Given records>

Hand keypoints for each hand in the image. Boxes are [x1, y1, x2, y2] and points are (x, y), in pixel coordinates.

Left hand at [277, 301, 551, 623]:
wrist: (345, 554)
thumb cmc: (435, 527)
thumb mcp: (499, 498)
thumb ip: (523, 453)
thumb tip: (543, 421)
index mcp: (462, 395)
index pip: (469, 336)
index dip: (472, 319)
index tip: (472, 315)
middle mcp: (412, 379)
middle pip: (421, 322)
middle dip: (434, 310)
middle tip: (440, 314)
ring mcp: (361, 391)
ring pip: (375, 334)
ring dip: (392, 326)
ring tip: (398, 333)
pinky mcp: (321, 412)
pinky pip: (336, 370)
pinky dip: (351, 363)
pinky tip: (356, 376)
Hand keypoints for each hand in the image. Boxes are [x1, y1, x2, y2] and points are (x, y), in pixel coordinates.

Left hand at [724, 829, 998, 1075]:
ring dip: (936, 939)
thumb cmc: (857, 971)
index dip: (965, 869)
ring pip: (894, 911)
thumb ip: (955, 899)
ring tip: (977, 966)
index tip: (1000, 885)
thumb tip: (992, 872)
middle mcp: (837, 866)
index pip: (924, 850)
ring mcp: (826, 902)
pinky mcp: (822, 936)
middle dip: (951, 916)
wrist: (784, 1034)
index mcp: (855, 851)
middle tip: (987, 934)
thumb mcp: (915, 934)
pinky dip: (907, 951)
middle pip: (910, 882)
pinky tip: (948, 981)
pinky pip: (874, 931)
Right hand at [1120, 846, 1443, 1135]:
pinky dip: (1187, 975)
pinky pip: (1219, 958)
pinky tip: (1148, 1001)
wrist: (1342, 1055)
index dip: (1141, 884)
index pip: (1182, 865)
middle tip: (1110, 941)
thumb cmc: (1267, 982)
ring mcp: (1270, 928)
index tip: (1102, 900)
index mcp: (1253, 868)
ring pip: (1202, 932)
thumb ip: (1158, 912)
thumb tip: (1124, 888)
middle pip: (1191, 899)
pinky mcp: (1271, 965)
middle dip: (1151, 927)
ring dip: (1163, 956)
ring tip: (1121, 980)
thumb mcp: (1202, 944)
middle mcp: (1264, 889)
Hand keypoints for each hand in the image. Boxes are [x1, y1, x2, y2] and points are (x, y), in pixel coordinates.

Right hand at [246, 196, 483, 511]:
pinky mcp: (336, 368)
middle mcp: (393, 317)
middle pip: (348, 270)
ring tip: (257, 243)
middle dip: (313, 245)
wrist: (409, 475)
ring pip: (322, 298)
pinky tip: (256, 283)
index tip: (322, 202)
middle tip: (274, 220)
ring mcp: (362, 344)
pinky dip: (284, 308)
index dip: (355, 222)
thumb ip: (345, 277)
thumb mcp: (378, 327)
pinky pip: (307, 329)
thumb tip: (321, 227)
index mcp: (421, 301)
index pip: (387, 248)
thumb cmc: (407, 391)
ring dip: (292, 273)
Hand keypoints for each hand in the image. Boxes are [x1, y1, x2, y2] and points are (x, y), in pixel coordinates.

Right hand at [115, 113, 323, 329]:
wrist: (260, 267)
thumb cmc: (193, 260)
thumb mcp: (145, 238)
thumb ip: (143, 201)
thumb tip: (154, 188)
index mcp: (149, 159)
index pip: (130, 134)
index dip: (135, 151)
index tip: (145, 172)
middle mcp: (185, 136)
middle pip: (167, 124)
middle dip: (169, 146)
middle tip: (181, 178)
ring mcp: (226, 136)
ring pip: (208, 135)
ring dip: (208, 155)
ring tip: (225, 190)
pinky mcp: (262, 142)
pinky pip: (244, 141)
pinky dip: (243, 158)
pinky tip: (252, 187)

Assignment> Lines containing the string "Right" in the entries above should be counted. State that number alone.

Exercise result> 3